Data -
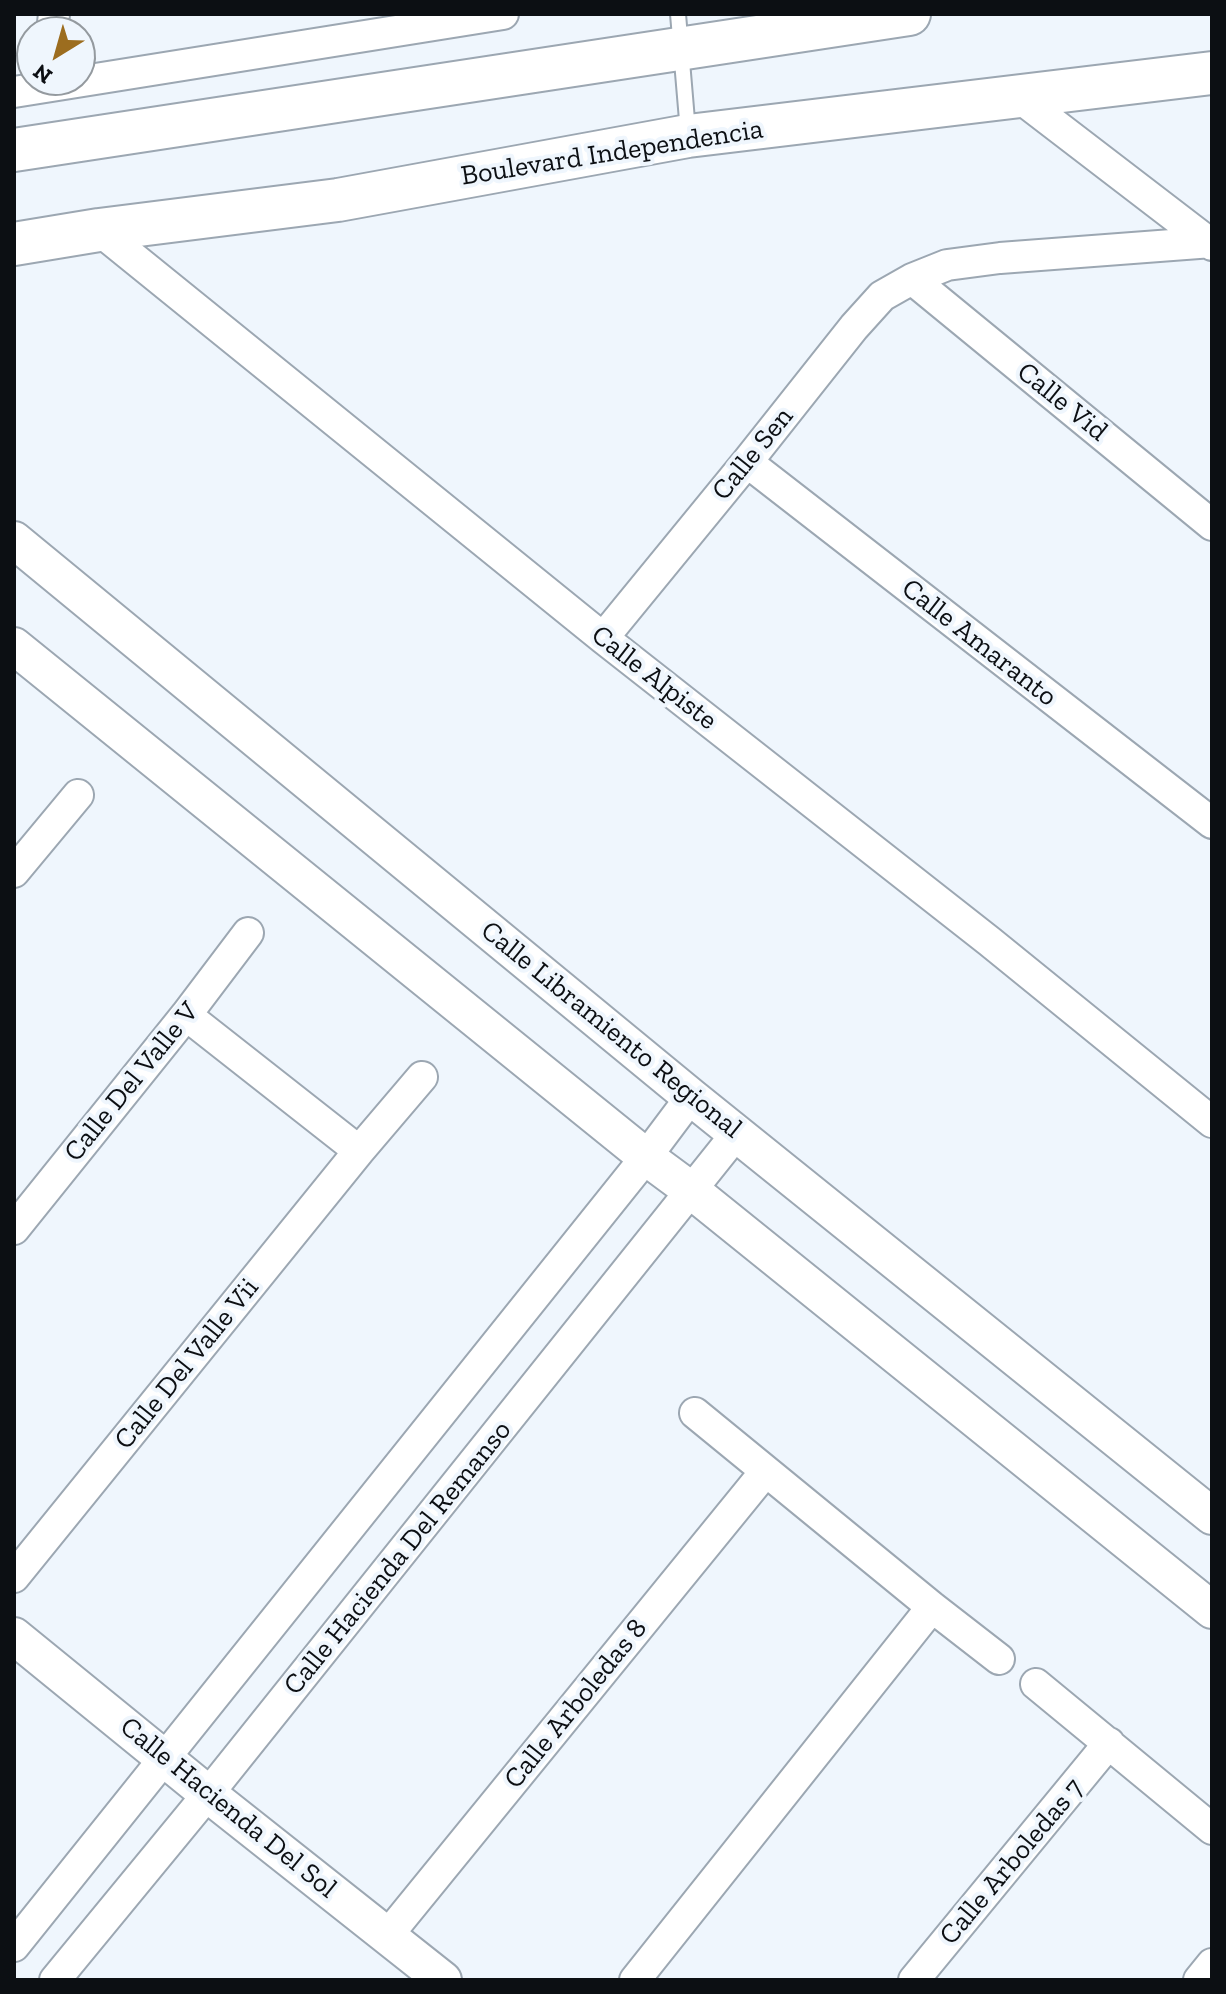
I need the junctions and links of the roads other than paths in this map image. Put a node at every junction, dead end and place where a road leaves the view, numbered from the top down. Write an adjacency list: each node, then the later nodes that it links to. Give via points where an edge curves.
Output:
1 (909, 14): 3 (main road)
2 (493, 15): 5 (street)
3 (680, 31): 7 (lane); 8 (main road, via 424,89)
4 (1212, 73): 6 (main road, Boulevard Independencia)
5 (96, 76)
6 (1019, 97): 7 (main road, Boulevard Independencia); 10 (street)
7 (688, 136): 9 (main road, Boulevard Independencia, via 338,200)
8 (14, 150)
9 (99, 230): 11 (main road, Boulevard Independencia); 16 (street, Calle Alpiste)
10 (1211, 243): 12 (street, Calle Sen, via 1000,258 947,265)
11 (14, 244)
12 (912, 279): 13 (street, Calle Sen, via 882,296 854,327); 14 (street, Calle Vid)
13 (747, 462): 16 (street, Calle Sen); 19 (street, Calle Amaranto)
14 (1212, 525)
15 (14, 540): 24 (street, Calle Libramiento Regional)
16 (603, 638): 25 (street, Calle Alpiste)
17 (14, 646): 28 (street)
18 (78, 795): 20 (street)
19 (1212, 823)
20 (14, 872)
21 (248, 933): 22 (street, Calle Del Valle V)
22 (186, 1015): 27 (street); 30 (street, Calle Del Valle V)
23 (422, 1077): 27 (street, Calle Del Valle Vii)
24 (691, 1097): 26 (street, Calle Libramiento Regional); 28 (street, Calle Hacienda Del Remanso)
25 (1207, 1107)
26 (737, 1133): 29 (street, Calle Hacienda Del Remanso); 33 (street, Calle Libramiento Regional)
27 (359, 1151): 34 (street, Calle Del Valle Vii)
28 (646, 1157): 29 (street); 41 (street, Calle Hacienda Del Remanso)
29 (692, 1191): 36 (street); 42 (street, Calle Hacienda Del Remanso)
30 (14, 1229)
31 (695, 1413): 32 (street)
32 (765, 1472): 35 (street); 44 (street, Calle Arboledas 8)
33 (1212, 1516)
34 (14, 1577)
35 (932, 1607): 38 (street); 49 (street)
36 (1212, 1610)
37 (14, 1636): 41 (street, Calle Hacienda Del Sol)
38 (999, 1659)
39 (1036, 1684): 40 (street)
40 (1109, 1743): 43 (street); 50 (street, Calle Arboledas 7)
41 (165, 1758): 42 (street, Calle Hacienda Del Sol); 45 (street, Calle Hacienda Del Remanso)
42 (208, 1794): 44 (street, Calle Hacienda Del Sol); 47 (street, Calle Hacienda Del Remanso)
43 (1212, 1829)
44 (387, 1936): 48 (street, Calle Hacienda Del Sol)
45 (14, 1946)
46 (1212, 1964): 51 (street)
47 (55, 1980)
48 (443, 1980)
49 (635, 1980)
50 (914, 1980)
51 (1199, 1980)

Task to complete -
Copy the listing above verbatim, leaving out pictures.

Solved problem -
I need the junctions and links of the roads other than paths in this map image. Put a node at every junction, dead end and place where a road leaves the view, numbered from the top down. Write an adjacency list: each node, then the later nodes that it links to. Give via points where an edge curves.
Output:
1 (909, 14): 3 (main road)
2 (493, 15): 5 (street)
3 (680, 31): 7 (lane); 8 (main road, via 424,89)
4 (1212, 73): 6 (main road, Boulevard Independencia)
5 (96, 76)
6 (1019, 97): 7 (main road, Boulevard Independencia); 10 (street)
7 (688, 136): 9 (main road, Boulevard Independencia, via 338,200)
8 (14, 150)
9 (99, 230): 11 (main road, Boulevard Independencia); 16 (street, Calle Alpiste)
10 (1211, 243): 12 (street, Calle Sen, via 1000,258 947,265)
11 (14, 244)
12 (912, 279): 13 (street, Calle Sen, via 882,296 854,327); 14 (street, Calle Vid)
13 (747, 462): 16 (street, Calle Sen); 19 (street, Calle Amaranto)
14 (1212, 525)
15 (14, 540): 24 (street, Calle Libramiento Regional)
16 (603, 638): 25 (street, Calle Alpiste)
17 (14, 646): 28 (street)
18 (78, 795): 20 (street)
19 (1212, 823)
20 (14, 872)
21 (248, 933): 22 (street, Calle Del Valle V)
22 (186, 1015): 27 (street); 30 (street, Calle Del Valle V)
23 (422, 1077): 27 (street, Calle Del Valle Vii)
24 (691, 1097): 26 (street, Calle Libramiento Regional); 28 (street, Calle Hacienda Del Remanso)
25 (1207, 1107)
26 (737, 1133): 29 (street, Calle Hacienda Del Remanso); 33 (street, Calle Libramiento Regional)
27 (359, 1151): 34 (street, Calle Del Valle Vii)
28 (646, 1157): 29 (street); 41 (street, Calle Hacienda Del Remanso)
29 (692, 1191): 36 (street); 42 (street, Calle Hacienda Del Remanso)
30 (14, 1229)
31 (695, 1413): 32 (street)
32 (765, 1472): 35 (street); 44 (street, Calle Arboledas 8)
33 (1212, 1516)
34 (14, 1577)
35 (932, 1607): 38 (street); 49 (street)
36 (1212, 1610)
37 (14, 1636): 41 (street, Calle Hacienda Del Sol)
38 (999, 1659)
39 (1036, 1684): 40 (street)
40 (1109, 1743): 43 (street); 50 (street, Calle Arboledas 7)
41 (165, 1758): 42 (street, Calle Hacienda Del Sol); 45 (street, Calle Hacienda Del Remanso)
42 (208, 1794): 44 (street, Calle Hacienda Del Sol); 47 (street, Calle Hacienda Del Remanso)
43 (1212, 1829)
44 (387, 1936): 48 (street, Calle Hacienda Del Sol)
45 (14, 1946)
46 (1212, 1964): 51 (street)
47 (55, 1980)
48 (443, 1980)
49 (635, 1980)
50 (914, 1980)
51 (1199, 1980)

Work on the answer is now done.